First, there’s abortion. Harris is expected to make abortion access a key line of atta​​ck in her campaign against Trump. And while Trump is trying to steer the GOP toward a more popular stance on the issue (legal, but with restrictions), Vance, a recent Catholic convert, has taken a much more uncompromising approach. During a January 2022 podcast, Vance said he “would like abortion to be illegal nationally.” And up until last week when he was chosen as Trump’s VP, he called himself “100 percent pro-life” on his campaign website and coupled that with an endorsement of Ohio’s six-week ban under the headline “End Abortion.” 

And while all politicians are guilty of changing their minds, Vance is in the uncomfortable position of having routinely criticized his own running mate. Back in 2016, he mused that Trump might be “America’s Hitler,” and that the MAGA leader was “leading the white working class to a very dark place.”

Finally, Trump and Vance aren’t as politically aligned as they might appear. Last month, after the Heritage Foundation prepared a policy blueprint for a second Trump term, called Project 2025, Trump disowned it, saying he had “nothing to do” with the people behind it and that some of its contents were “ridiculous and abysmal.”

But guess who is a fan of the people behind it? A clue can be found in the new book penned by Project 2025 captain Kevin Roberts. Entitled Dawn’s Early Light: Taking Back Washington to Save America, it outlines a peaceful second revolution for American voters.

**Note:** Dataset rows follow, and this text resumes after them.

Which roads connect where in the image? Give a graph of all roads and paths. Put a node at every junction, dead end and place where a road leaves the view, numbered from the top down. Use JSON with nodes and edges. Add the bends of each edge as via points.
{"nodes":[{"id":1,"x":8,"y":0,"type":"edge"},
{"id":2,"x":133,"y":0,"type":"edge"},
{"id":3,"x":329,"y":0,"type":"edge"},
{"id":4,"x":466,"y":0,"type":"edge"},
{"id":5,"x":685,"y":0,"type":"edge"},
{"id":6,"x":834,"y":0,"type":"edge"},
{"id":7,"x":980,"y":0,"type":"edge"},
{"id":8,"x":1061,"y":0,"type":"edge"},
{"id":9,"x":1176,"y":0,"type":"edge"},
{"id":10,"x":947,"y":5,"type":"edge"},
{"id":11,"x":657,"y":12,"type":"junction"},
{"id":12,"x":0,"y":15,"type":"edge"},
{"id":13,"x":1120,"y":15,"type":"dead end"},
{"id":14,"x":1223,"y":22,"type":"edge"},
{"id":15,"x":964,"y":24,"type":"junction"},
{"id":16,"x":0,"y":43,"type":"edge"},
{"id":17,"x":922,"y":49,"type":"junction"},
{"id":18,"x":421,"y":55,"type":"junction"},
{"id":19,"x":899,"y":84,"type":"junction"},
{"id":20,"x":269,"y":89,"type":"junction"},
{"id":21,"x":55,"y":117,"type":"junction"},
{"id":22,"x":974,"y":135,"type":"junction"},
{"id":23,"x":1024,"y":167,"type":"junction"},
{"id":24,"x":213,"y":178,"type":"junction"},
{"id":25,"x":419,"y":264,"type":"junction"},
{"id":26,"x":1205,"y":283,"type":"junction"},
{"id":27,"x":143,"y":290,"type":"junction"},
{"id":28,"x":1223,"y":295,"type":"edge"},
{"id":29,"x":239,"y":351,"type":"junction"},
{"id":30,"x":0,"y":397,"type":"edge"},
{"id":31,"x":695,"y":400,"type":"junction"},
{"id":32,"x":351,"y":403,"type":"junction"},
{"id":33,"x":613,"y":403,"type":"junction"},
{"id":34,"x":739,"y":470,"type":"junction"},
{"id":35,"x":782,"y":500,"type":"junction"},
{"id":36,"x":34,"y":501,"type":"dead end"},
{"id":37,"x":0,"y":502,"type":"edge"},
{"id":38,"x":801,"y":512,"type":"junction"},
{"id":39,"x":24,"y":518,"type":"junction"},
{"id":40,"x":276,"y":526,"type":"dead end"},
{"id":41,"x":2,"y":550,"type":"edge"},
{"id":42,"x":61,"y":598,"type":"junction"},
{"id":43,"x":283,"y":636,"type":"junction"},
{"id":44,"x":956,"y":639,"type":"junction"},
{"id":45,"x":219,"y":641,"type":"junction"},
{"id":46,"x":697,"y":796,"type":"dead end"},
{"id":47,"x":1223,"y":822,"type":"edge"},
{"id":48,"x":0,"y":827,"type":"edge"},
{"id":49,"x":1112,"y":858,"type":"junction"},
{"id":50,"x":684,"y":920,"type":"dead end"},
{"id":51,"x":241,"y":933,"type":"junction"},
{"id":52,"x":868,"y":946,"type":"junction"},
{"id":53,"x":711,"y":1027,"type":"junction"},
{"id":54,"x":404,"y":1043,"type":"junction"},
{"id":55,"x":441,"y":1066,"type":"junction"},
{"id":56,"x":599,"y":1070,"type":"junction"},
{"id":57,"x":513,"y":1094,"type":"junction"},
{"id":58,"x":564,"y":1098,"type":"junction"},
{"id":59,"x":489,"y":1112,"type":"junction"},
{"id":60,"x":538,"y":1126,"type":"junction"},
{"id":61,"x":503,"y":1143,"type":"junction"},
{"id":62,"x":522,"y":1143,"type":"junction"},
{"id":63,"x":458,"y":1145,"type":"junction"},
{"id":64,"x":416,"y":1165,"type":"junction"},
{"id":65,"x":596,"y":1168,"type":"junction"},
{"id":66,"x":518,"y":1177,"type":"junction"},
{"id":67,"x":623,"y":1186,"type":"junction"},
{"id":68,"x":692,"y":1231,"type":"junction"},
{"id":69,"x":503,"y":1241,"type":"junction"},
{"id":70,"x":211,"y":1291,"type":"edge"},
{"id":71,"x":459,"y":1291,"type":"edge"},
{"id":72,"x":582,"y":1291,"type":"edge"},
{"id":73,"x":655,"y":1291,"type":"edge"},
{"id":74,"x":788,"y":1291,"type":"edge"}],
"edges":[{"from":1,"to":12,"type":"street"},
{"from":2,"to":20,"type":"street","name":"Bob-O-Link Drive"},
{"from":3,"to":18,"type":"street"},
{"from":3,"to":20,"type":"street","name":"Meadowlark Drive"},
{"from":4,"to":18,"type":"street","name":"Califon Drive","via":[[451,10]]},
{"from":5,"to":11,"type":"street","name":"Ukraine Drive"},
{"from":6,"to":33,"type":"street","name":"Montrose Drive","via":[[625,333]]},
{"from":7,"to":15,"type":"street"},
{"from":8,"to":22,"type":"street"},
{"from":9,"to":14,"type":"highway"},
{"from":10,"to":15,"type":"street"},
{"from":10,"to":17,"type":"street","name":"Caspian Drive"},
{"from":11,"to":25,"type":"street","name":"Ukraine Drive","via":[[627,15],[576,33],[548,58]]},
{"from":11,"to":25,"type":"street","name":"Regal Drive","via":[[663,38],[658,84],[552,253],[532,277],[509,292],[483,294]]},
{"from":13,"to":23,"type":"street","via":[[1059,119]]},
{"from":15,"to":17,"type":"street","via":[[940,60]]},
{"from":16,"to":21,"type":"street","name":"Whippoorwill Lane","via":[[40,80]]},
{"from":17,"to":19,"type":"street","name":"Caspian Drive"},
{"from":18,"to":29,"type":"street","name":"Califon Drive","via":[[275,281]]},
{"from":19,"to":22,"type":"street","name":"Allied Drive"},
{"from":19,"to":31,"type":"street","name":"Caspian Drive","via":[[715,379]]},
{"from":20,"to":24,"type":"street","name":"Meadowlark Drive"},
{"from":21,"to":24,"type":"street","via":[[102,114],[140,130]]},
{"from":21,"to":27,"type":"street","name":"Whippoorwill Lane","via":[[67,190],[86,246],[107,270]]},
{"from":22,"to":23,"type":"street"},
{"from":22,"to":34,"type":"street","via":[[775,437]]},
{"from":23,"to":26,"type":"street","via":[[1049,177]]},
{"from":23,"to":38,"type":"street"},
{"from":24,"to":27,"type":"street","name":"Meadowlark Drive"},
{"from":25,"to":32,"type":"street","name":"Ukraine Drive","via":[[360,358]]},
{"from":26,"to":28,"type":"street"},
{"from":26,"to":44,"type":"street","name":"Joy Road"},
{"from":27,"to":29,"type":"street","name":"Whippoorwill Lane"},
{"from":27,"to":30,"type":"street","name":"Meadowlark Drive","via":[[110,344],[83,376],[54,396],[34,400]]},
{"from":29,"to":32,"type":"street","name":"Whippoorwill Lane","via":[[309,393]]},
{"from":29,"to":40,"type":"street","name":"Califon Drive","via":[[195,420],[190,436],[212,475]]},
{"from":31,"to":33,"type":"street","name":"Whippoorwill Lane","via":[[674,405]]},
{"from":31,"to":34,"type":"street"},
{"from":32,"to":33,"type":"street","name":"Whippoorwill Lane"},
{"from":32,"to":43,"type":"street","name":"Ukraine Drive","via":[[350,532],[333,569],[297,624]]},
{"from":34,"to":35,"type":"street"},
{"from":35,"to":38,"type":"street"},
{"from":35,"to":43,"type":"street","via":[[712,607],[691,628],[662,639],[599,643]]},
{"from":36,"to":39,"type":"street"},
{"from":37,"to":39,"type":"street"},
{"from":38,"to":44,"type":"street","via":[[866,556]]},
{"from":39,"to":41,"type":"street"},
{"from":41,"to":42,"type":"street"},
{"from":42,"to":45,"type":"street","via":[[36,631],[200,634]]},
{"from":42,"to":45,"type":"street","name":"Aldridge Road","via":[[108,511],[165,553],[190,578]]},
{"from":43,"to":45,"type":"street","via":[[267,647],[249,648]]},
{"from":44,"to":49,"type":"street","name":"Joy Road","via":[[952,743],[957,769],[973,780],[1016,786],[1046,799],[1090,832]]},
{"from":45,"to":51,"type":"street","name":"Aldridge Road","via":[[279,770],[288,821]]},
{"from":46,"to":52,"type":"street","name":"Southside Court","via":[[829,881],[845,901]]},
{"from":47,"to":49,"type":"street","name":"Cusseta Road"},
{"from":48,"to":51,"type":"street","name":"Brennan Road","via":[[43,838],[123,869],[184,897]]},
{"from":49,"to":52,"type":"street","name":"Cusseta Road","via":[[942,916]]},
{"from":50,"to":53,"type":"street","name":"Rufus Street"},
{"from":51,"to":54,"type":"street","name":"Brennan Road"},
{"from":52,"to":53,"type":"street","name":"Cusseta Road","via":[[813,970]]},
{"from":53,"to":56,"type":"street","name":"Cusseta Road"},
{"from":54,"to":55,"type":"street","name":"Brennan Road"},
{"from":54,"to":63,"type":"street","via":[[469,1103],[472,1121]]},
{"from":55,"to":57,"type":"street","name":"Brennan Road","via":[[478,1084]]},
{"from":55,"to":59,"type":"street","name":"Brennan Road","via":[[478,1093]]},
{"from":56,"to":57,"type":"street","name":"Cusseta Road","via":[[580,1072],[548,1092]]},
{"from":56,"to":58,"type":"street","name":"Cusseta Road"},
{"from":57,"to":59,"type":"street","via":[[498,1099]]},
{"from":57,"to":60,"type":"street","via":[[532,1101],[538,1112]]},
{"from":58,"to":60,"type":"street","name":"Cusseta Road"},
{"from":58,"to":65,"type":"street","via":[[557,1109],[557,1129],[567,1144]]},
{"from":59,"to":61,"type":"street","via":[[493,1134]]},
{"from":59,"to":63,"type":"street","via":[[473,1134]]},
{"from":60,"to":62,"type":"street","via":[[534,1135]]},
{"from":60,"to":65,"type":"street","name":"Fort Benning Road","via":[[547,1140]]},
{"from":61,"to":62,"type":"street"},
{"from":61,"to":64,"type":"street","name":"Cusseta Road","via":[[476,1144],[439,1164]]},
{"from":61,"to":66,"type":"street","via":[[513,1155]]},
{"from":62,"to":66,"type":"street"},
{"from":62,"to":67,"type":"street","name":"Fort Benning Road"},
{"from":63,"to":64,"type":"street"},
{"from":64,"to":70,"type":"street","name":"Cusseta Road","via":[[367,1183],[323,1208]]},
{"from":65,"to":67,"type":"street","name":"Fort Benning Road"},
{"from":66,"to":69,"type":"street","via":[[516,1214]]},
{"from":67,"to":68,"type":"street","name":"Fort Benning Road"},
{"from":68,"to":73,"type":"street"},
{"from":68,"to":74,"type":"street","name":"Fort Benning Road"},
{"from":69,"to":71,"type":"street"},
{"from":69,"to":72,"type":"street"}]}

The person who wrote the foreword is none other than J.D. Vance, who is full of praise for the author: “Never before has a figure with Roberts’s depth and stature within the American Right tried to articulate a genuinely new future for conservatism,” Vance writes. “We are now all realizing that it’s time to circle the wagons and load the muskets. In the fights that lay ahead, these ideas are an essential weapon.” Oops.